McKay: One of Conti’s persuasion techniques is to try to make the victim feel like there is some positive result to come out of the unfortunate experience of being extorted by a ransomware gang. A way they do this is by offering to provide “IT support” to protect against another attack happening again in the future. Based on our findings, this was a ploy to entice victims to pay and never amounted to anything more than Conti issuing generic guidance to the victim upon payment.
VentureBeat: Any comments on double or triple extortion techniques that you’ve discovered?
Biasini: Double extortion is incredible common as attackers have realized that customers are still willing to pay to keep the data private, even if they have fully tested and valid backups for all ransomed data.
McKay: Triple extortion is a relatively new technique that an increasing number of attackers are adopting. Ransomware actors are highly motivated by financial gain, and as we saw in this study, will use any means necessary to persuade victims to pay ransoms.
Therefore, it seems reasonable to expect that these types of cybercriminals will continue to diversify their persuasion techniques, including adopting additional extortion methods going forward.
VentureBeat: Are there any techniques attackers will use to try to persuade organizations to pay ransoms?
Biasini: Sure they’ll use every technique they have at their disposal. They’ll offer to be friendly, they’ll be demanding and aggressive. Basically they will try a variety of tactics until they find one that works.

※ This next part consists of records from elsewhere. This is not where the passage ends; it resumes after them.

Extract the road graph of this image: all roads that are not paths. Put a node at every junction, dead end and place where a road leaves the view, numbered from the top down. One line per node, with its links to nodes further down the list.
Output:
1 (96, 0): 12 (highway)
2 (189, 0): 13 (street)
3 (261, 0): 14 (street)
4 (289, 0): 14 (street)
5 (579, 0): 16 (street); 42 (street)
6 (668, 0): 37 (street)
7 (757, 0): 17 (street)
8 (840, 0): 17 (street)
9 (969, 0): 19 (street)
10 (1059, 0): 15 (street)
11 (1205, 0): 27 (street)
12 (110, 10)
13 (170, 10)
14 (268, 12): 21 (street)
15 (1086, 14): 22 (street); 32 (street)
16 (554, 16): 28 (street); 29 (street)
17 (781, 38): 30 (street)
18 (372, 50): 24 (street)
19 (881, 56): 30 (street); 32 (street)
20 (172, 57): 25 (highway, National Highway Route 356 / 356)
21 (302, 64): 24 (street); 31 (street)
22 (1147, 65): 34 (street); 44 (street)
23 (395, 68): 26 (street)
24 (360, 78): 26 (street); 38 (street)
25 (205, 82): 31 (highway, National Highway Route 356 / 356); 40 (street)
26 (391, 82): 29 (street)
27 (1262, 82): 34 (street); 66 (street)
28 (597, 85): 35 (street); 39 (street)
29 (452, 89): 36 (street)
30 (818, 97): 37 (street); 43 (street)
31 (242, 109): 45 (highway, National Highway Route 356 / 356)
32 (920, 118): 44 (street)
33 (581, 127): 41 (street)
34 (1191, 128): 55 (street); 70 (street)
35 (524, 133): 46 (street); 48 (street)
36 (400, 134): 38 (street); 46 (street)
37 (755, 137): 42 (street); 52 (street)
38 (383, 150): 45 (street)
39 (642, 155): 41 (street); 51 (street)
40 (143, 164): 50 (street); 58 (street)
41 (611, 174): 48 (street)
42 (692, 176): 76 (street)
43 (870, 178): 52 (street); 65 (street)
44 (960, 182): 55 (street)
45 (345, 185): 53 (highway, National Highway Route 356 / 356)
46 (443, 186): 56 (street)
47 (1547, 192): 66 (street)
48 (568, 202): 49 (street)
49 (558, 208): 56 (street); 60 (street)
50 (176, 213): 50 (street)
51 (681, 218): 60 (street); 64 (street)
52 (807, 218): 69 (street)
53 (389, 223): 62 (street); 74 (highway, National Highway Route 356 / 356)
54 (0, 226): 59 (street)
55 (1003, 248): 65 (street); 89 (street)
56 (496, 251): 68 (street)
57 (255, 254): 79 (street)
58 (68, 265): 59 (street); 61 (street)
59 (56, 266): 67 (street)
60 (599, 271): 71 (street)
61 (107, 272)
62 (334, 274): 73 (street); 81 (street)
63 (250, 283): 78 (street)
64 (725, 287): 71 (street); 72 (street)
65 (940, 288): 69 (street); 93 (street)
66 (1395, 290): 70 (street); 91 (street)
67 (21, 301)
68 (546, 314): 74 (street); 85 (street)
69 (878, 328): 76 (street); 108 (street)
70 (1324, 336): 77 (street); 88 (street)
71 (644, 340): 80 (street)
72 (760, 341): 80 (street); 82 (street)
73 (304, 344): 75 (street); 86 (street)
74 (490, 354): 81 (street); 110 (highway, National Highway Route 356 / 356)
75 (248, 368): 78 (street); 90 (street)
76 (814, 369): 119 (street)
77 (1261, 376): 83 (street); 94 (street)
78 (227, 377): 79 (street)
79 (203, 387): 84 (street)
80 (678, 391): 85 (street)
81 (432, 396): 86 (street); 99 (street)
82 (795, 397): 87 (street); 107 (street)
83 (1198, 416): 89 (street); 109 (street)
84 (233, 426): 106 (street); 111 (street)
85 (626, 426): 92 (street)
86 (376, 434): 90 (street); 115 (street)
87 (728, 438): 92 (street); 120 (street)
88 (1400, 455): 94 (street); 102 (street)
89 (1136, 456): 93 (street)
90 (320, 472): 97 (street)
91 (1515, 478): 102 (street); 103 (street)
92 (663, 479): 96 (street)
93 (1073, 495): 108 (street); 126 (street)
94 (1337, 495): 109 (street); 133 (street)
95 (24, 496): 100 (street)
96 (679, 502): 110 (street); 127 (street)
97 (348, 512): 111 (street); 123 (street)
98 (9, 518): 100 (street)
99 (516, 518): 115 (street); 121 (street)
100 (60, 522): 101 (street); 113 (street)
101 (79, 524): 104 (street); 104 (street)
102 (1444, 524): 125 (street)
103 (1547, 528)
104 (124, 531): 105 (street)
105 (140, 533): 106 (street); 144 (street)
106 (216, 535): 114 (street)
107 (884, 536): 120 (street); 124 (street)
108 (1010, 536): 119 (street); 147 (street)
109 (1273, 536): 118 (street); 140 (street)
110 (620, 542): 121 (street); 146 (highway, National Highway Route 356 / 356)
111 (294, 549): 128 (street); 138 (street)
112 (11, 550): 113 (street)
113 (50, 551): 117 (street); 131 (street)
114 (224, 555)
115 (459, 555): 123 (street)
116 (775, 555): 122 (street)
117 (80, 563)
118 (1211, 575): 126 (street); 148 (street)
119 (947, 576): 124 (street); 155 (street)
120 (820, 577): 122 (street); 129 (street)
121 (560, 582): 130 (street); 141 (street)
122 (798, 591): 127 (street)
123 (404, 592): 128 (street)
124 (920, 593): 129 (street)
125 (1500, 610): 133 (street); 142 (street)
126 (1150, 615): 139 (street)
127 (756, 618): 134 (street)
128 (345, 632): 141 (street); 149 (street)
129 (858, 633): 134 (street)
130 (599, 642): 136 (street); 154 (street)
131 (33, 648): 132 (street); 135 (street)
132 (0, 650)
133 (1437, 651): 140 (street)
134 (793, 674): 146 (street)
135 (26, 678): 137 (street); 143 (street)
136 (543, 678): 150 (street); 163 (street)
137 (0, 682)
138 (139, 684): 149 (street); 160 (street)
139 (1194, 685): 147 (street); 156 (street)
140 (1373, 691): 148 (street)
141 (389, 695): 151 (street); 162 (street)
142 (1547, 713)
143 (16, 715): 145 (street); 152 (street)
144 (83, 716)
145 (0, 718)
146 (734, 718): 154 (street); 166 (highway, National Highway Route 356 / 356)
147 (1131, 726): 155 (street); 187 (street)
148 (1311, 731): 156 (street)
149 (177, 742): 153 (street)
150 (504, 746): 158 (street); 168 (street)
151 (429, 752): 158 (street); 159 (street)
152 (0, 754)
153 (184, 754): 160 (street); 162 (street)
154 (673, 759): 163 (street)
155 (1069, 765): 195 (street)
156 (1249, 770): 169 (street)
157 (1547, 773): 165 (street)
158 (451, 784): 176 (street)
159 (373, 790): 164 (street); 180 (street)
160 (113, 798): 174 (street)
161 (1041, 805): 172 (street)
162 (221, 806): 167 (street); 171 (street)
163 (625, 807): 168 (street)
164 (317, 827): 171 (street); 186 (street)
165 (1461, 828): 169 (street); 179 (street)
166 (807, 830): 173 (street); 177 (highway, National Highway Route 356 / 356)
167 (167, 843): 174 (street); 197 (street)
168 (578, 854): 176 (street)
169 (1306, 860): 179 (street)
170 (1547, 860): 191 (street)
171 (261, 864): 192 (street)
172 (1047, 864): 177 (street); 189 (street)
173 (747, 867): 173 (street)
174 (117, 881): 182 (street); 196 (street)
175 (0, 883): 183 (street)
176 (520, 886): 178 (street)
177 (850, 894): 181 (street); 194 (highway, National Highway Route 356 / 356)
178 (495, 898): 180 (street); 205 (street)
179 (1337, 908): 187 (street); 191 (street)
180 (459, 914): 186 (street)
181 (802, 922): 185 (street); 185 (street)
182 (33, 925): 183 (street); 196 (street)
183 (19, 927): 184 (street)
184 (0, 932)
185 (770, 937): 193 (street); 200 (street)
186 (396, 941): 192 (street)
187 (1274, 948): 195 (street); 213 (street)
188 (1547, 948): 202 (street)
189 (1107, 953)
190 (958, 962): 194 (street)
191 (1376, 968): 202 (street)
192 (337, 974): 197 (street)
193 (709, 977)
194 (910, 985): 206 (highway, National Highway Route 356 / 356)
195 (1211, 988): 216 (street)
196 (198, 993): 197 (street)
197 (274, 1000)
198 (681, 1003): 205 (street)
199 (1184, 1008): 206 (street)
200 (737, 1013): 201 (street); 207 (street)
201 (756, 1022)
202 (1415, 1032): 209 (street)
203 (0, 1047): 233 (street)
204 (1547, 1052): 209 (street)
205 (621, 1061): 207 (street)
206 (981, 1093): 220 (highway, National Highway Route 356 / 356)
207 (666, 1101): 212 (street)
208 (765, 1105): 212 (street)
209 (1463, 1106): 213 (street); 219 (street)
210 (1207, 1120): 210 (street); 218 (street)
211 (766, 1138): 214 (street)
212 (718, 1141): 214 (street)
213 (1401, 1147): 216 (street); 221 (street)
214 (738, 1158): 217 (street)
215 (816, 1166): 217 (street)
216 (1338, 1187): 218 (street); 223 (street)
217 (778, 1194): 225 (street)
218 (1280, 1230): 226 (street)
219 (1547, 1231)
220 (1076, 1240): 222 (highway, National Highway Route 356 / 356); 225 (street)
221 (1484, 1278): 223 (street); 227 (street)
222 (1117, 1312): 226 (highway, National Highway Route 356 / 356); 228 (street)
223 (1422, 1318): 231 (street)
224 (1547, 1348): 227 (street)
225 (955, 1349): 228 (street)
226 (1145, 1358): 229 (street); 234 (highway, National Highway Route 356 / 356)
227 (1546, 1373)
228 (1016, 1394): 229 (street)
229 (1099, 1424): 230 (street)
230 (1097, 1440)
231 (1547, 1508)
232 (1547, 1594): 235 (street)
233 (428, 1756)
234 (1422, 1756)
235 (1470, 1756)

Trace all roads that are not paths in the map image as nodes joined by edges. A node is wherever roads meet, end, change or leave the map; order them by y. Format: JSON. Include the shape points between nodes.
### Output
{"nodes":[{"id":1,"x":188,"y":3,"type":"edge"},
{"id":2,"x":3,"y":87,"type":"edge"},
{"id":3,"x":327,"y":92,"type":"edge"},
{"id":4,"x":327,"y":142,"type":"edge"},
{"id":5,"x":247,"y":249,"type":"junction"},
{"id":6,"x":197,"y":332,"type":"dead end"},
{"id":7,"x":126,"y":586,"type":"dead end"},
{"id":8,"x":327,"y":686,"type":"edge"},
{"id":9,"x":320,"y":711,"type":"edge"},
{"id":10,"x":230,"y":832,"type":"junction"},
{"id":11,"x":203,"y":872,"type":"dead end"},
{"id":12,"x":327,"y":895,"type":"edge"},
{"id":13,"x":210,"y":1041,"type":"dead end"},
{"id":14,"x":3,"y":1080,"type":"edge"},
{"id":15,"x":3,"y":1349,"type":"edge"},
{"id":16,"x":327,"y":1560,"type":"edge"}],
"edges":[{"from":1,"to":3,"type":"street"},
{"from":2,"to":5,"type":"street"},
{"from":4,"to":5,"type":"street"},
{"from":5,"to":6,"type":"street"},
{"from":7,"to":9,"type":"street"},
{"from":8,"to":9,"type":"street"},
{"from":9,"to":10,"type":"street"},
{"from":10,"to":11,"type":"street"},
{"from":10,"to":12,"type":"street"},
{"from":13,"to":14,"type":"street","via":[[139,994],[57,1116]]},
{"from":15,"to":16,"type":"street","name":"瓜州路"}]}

McKay: For cybercriminals like Conti and Hive, ransomware is a business, and thus we see them employing all sorts of techniques to persuade victims to pay ransoms, just like any normal salesperson. They will use any approach necessary, from threats and fear mongering to marketing ploys like offering holiday discounts. While their approaches may vary, the goal never changes: say or do whatever is necessary to get the victim to pay.
VentureBeat: Any advice for organizations who are considering responding to an attacker’s persuasion attempts or scare tactics?
Biasini: Realize that you are communicating with a group of criminals whose one goal is to separate you from as much money as possible. As with any negotiation, there is give and take on both sides, the ultimate goal being you reaching a compromise with which you can be comfortable.
McKay: At the end of the day, the threat of having your data leaked is very real in these situations. The attackers will follow through on this if their terms are not met. That being said, there appears to be some room for negotiation based on our findings. The adversaries would rather get some amount of money rather than nothing.
VentureBeat: How can organizations prevent ransomware attacks in the first place?
Biasini: These cartels gain access through a variety of means, including active exploitation, stolen credentials and directly buying access. The most important thing is going back and re-assessing any accepted risk the organization has taken on. These types of risks can be footholds for these groups to start their attacks.
However, there are ample ways to defend against the attacks, including making access and administrative access difficult.
Technologies like multifactor authentication can make it more difficult for the attackers to gain access to the systems they need. Likewise, having strong security fundamentals in place can help limit the damage from these types of attacks, even after they occur.
McKay: Ransomware attackers first must find a way to gain access to the victim’s network before they start carrying out additional malicious activities.
Therefore, it’s important for organizations to remember to exercise security fundamentals, like phishing awareness, employing multifactor authentication (MFA), and keeping systems patched and up to date.